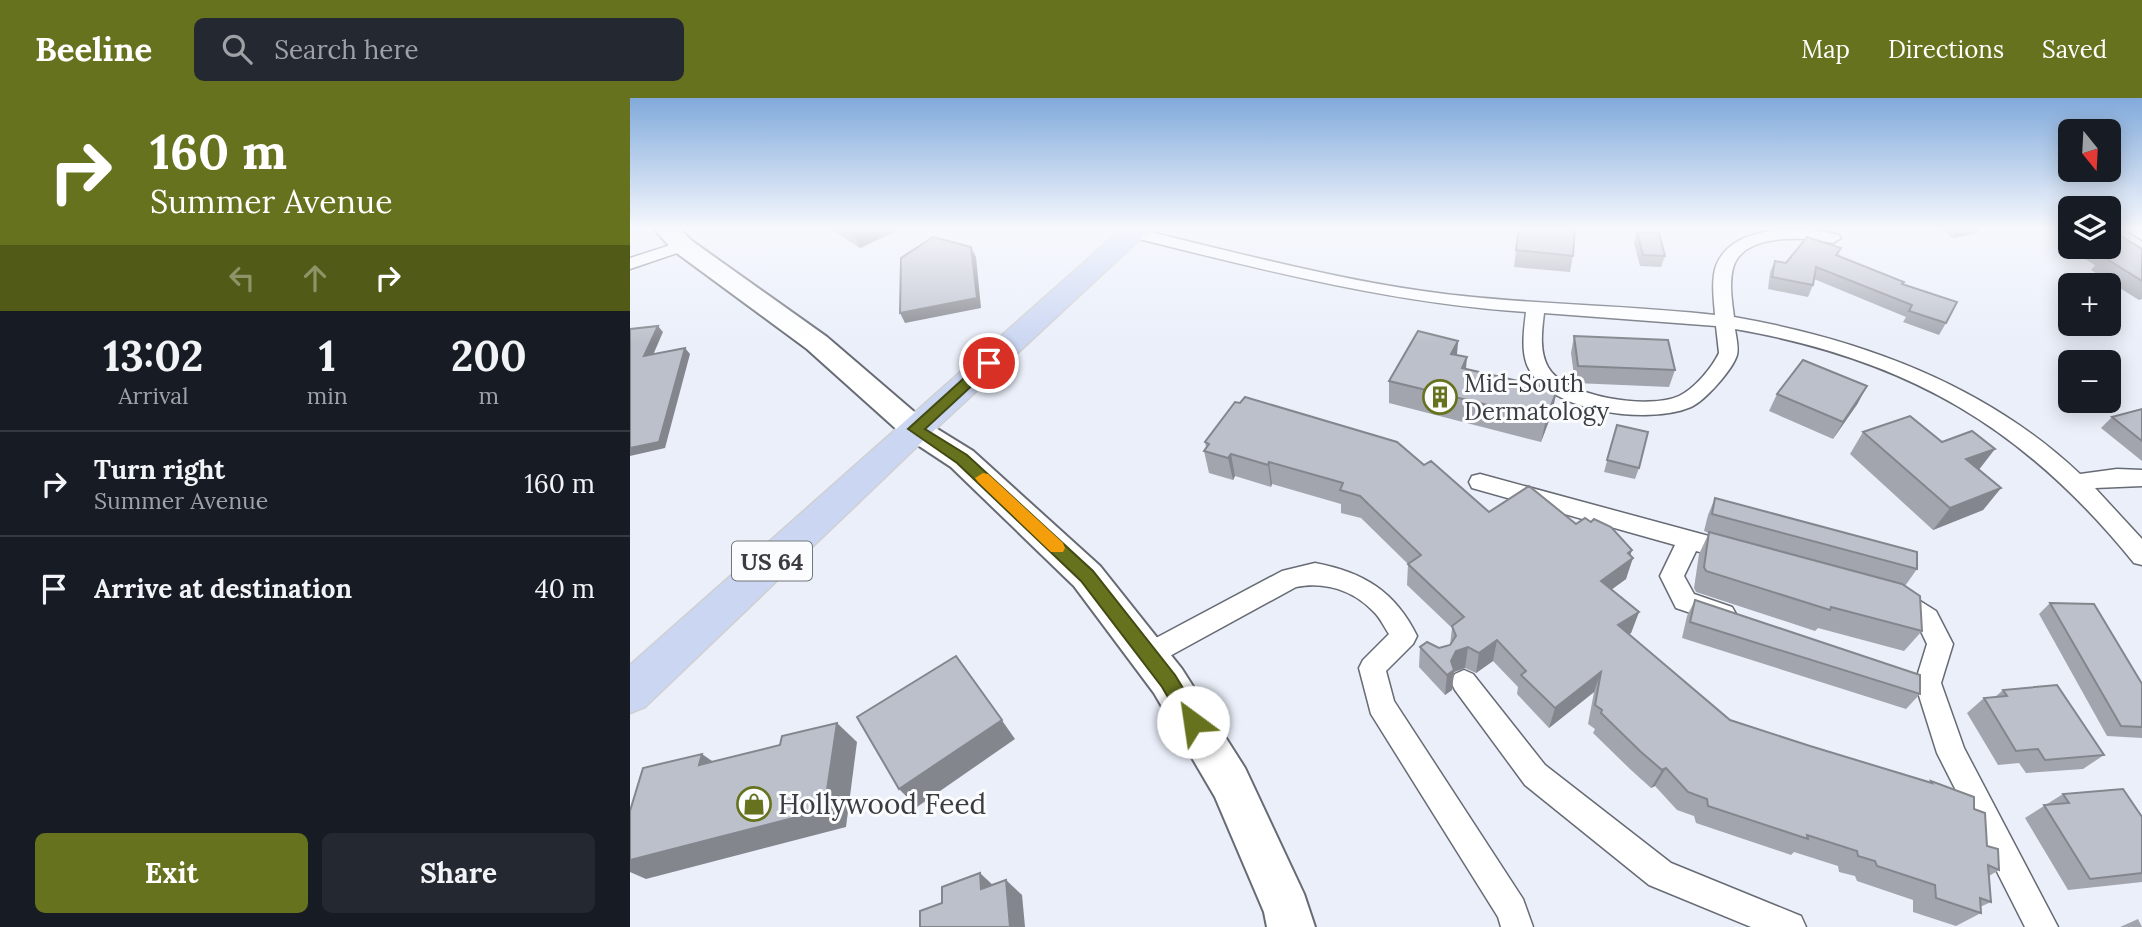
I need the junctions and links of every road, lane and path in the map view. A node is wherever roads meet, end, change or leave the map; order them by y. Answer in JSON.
--
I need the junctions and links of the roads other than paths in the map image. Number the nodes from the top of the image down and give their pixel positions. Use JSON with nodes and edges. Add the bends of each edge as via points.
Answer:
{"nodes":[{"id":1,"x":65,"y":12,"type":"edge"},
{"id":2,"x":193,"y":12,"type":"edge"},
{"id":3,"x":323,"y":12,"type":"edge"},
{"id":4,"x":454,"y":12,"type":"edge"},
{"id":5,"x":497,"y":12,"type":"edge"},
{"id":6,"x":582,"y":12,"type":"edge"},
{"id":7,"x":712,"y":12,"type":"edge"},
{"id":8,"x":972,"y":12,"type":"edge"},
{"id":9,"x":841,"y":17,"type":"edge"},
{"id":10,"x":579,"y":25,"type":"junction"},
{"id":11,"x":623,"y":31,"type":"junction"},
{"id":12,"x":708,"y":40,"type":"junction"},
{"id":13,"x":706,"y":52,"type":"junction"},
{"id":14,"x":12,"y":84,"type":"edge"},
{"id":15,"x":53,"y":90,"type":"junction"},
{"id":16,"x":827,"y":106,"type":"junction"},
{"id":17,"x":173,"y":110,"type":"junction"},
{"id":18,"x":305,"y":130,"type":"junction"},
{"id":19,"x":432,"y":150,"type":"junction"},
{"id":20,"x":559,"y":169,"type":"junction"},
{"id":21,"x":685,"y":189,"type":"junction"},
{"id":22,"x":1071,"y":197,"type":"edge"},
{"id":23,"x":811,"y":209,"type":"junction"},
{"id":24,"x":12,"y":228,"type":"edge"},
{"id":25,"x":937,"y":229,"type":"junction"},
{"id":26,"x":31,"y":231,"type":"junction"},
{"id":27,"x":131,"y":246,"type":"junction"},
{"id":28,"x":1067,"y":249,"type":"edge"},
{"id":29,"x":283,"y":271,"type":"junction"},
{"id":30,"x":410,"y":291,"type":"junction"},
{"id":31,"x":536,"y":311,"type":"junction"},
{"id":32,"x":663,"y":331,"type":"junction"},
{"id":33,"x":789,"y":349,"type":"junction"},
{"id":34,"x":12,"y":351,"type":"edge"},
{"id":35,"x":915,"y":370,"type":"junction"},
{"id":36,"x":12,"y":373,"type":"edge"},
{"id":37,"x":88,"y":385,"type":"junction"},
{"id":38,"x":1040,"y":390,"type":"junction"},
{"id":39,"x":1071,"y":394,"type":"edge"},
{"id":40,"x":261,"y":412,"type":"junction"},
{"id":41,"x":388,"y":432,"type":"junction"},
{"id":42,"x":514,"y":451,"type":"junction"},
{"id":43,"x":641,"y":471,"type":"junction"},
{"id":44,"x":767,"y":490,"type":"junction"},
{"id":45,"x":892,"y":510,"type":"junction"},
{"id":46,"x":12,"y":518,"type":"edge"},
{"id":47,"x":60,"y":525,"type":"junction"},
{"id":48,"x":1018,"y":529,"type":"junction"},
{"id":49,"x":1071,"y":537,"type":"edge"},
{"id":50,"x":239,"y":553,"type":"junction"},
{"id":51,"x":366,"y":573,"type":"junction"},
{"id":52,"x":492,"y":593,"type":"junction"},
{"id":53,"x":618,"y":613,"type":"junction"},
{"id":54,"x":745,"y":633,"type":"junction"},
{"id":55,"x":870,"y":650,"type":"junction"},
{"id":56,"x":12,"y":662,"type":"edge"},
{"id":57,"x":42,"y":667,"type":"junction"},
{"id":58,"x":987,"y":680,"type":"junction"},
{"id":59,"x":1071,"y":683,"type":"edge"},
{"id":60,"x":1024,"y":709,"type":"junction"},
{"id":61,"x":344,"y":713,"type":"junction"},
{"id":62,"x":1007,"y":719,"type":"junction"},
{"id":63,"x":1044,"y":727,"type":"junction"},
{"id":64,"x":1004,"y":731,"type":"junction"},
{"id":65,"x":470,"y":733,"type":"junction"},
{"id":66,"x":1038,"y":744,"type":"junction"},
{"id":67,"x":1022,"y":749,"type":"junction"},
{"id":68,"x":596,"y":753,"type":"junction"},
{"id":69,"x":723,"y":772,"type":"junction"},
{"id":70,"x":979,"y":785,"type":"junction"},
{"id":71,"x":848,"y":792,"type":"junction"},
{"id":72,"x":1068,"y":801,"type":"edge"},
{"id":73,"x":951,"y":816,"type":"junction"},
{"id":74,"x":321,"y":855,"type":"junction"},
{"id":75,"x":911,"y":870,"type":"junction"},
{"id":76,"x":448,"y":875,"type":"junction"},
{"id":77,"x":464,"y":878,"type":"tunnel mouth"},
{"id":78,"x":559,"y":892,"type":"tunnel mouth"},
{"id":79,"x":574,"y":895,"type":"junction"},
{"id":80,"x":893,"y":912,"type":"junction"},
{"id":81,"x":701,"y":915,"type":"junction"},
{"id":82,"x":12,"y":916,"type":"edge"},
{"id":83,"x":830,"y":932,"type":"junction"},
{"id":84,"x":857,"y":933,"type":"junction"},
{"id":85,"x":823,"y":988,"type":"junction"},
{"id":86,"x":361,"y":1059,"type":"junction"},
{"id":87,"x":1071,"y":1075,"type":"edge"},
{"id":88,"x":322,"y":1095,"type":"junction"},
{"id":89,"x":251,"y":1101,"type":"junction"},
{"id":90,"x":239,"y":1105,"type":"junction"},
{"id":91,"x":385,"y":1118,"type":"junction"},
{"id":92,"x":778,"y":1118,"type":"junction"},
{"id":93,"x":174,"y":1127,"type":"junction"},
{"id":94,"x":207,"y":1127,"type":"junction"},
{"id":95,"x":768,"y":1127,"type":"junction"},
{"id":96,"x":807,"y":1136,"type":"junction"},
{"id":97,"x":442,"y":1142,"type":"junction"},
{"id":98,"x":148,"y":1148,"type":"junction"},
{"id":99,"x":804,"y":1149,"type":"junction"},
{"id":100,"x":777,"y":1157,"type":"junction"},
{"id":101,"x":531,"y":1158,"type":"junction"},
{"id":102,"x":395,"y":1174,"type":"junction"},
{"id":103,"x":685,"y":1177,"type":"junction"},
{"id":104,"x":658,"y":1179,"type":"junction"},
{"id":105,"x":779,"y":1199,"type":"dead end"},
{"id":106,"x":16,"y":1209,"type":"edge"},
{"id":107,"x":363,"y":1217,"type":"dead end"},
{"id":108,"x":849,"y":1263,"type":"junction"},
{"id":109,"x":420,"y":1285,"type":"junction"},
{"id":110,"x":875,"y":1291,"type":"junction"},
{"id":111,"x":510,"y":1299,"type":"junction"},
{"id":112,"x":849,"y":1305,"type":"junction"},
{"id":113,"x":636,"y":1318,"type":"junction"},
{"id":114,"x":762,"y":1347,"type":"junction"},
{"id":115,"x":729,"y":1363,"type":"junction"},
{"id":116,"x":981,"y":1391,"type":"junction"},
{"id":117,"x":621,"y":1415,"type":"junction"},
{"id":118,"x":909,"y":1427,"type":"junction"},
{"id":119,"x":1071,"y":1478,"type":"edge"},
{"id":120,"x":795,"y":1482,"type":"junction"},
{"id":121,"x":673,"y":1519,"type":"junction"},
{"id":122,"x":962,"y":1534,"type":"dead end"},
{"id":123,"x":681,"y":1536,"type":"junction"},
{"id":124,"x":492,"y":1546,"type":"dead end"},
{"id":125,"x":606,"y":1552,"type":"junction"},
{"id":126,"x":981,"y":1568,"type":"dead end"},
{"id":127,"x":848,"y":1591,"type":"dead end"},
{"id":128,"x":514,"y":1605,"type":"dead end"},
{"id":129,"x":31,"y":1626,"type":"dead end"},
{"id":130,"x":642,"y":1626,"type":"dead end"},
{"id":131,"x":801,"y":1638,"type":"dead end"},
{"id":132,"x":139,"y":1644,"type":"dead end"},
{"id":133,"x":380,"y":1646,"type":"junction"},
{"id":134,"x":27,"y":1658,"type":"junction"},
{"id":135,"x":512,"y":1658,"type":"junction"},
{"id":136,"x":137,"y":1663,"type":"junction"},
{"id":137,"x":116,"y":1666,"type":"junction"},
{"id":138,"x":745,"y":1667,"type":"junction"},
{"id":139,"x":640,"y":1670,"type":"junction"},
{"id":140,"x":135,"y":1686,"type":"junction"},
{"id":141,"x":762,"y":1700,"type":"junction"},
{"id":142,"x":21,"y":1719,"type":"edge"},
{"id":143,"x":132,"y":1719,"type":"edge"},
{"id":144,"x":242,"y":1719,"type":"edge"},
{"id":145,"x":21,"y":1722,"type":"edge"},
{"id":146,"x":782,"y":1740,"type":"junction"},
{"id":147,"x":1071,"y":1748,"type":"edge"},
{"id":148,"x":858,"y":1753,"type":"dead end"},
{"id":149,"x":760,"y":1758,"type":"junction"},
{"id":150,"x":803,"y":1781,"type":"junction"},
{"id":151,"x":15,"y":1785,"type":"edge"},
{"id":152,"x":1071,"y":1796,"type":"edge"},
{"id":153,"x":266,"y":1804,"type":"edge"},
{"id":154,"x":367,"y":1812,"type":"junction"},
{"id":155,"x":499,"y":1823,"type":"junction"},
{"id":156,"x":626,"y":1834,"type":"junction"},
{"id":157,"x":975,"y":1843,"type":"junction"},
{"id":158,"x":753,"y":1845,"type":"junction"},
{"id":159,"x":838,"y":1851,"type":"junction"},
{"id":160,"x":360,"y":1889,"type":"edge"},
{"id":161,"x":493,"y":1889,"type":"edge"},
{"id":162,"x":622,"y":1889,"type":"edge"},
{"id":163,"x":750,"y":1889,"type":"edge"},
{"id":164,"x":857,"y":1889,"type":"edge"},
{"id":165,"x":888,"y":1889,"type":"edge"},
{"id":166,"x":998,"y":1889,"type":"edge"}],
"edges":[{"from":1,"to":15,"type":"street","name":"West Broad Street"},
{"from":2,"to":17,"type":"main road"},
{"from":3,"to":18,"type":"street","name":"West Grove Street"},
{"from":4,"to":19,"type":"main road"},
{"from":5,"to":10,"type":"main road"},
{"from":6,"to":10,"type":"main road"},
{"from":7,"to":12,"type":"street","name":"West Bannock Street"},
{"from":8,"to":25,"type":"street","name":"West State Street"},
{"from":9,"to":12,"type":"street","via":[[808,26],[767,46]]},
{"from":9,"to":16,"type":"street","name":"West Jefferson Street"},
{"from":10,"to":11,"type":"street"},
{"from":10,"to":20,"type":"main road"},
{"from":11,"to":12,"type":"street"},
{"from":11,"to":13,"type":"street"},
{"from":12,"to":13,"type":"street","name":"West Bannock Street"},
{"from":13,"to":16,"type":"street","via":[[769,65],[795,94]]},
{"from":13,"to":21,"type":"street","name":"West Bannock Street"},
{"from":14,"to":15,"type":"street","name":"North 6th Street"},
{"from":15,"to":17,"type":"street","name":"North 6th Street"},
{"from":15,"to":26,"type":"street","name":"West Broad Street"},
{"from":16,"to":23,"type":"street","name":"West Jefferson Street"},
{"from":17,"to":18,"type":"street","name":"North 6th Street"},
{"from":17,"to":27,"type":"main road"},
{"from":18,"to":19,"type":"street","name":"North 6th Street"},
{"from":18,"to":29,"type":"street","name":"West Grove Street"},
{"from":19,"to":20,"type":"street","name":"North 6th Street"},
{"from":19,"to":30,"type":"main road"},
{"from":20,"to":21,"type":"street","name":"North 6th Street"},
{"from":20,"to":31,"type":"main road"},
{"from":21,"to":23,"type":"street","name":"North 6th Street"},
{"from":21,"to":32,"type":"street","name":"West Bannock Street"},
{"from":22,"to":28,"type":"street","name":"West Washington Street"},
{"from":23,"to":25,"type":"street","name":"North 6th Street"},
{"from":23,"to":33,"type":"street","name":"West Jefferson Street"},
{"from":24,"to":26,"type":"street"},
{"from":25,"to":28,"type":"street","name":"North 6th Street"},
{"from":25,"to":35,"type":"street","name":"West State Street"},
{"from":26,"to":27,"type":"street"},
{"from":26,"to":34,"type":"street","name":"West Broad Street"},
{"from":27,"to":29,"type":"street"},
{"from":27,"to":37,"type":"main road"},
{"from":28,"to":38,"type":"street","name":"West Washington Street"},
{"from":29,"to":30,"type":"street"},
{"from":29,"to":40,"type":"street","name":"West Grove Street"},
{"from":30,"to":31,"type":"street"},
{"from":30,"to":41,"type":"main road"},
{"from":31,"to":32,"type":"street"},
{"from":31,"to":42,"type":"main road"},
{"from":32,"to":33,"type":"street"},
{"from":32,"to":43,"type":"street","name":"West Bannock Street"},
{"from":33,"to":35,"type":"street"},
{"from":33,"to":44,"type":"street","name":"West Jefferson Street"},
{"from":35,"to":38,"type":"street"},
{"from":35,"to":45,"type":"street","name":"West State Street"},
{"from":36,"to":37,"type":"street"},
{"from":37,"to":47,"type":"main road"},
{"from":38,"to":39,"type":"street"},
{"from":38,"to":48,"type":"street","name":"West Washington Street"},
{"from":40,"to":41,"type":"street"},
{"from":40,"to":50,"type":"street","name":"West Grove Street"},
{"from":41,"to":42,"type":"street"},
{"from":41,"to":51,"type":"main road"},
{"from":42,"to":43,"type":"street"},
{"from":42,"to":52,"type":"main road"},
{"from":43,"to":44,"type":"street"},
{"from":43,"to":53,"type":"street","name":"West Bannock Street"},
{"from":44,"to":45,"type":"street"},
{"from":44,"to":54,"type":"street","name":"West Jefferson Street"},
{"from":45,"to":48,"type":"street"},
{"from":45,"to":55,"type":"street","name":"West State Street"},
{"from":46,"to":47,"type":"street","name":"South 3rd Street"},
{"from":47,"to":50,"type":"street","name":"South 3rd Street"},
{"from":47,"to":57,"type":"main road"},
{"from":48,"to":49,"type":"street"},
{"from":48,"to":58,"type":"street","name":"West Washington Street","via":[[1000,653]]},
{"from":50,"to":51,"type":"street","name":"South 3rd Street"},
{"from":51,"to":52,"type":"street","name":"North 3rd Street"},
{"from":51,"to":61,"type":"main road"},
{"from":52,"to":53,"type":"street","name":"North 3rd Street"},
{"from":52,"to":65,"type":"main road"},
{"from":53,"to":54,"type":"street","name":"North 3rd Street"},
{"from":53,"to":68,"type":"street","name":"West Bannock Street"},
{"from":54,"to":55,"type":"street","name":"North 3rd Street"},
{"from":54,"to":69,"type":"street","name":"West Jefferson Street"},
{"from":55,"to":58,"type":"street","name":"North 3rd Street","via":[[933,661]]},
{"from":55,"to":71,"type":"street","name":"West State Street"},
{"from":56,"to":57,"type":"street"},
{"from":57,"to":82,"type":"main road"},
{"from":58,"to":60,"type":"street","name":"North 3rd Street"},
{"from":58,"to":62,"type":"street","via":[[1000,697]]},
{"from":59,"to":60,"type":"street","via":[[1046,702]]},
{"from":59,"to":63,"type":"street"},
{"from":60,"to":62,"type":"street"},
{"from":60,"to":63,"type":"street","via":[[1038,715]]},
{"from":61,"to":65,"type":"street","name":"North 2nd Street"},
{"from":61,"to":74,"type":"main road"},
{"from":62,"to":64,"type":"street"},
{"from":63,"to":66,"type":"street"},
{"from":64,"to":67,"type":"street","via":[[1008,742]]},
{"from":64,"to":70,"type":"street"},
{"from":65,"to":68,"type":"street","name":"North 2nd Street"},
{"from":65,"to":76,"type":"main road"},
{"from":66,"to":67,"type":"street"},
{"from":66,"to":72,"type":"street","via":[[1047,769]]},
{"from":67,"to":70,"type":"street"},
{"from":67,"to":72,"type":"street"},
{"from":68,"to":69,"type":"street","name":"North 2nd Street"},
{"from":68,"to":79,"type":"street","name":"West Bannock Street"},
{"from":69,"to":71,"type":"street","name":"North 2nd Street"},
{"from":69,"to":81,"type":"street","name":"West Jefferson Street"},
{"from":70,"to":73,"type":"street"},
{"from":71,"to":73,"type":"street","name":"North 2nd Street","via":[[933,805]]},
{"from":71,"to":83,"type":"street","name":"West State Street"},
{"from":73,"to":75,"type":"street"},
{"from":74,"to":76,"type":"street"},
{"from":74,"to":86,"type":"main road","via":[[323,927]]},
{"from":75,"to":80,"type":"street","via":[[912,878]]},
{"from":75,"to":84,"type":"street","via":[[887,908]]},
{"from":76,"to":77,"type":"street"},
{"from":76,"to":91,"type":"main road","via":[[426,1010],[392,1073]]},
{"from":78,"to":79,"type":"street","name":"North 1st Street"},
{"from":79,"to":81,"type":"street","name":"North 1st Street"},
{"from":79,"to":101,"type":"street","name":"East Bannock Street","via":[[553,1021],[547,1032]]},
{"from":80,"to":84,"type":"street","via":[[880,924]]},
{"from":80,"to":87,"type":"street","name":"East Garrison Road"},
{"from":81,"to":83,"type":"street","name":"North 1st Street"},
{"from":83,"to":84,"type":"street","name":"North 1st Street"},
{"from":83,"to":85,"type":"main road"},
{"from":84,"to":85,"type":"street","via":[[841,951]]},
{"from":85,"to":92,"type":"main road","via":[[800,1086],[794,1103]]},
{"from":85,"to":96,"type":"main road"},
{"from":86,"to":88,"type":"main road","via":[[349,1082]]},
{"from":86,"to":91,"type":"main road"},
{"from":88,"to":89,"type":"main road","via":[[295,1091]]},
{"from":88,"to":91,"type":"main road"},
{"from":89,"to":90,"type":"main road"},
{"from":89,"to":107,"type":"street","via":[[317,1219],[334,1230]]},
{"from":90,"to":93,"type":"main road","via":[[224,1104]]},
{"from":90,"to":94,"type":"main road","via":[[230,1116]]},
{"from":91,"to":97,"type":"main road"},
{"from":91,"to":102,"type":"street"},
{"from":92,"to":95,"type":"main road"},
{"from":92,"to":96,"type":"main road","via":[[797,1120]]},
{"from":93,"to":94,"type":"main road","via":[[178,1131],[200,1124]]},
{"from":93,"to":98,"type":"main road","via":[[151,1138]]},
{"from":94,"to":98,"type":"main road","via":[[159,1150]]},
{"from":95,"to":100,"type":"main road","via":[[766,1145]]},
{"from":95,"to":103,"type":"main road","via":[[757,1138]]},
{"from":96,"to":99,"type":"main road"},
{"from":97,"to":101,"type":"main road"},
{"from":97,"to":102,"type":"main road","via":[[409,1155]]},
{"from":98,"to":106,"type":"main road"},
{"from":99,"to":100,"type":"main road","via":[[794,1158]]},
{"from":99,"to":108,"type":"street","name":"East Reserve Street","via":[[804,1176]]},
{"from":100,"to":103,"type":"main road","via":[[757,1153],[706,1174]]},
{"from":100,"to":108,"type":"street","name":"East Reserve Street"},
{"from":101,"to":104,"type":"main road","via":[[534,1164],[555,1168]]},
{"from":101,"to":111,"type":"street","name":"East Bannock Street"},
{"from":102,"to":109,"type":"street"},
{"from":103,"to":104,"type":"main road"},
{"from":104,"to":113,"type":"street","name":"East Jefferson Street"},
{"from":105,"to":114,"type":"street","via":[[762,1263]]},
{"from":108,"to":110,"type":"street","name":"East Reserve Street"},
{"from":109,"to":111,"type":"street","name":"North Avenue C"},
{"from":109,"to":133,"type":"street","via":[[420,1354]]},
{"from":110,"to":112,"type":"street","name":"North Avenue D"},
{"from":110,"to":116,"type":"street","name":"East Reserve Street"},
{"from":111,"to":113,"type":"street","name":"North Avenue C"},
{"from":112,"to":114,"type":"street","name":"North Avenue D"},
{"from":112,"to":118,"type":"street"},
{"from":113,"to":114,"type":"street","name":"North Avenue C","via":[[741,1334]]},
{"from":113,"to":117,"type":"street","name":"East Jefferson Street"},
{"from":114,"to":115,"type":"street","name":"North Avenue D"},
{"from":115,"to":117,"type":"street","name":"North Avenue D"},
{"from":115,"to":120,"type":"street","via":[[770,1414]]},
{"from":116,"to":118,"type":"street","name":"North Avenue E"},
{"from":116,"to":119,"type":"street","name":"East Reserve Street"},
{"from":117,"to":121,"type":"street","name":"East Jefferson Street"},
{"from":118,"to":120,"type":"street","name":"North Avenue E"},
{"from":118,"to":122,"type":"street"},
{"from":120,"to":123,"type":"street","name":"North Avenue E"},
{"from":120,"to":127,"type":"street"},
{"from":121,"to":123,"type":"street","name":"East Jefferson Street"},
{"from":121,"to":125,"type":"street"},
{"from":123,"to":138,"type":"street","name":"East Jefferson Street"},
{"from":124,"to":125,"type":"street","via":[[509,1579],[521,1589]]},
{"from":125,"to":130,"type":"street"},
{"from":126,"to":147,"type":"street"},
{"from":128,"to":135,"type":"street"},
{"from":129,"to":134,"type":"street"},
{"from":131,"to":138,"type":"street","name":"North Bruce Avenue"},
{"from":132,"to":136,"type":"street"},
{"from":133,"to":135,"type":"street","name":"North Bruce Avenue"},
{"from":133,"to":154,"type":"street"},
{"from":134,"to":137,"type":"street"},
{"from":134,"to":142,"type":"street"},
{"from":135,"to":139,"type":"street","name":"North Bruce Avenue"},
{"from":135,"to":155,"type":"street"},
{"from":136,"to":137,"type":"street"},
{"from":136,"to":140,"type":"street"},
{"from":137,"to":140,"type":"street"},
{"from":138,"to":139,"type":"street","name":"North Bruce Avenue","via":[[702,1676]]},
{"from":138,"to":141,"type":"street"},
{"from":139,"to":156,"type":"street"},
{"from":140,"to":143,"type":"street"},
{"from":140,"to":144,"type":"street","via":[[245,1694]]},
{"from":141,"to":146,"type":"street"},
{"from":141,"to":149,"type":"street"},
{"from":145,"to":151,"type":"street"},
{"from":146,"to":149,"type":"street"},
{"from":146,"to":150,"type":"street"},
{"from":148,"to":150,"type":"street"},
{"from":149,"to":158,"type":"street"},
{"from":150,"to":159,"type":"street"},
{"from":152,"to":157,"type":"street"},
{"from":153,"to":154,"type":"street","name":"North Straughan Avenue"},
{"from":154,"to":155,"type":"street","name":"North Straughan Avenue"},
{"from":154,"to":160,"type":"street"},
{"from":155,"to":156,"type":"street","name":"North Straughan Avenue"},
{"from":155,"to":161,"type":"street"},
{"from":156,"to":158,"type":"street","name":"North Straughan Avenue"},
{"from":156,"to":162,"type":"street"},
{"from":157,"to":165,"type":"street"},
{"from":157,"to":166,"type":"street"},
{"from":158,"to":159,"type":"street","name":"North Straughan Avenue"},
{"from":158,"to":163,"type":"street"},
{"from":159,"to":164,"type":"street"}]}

## Task
What is the number of lines in the records that contain "need"? State that number alone.

## Response to the exercise
2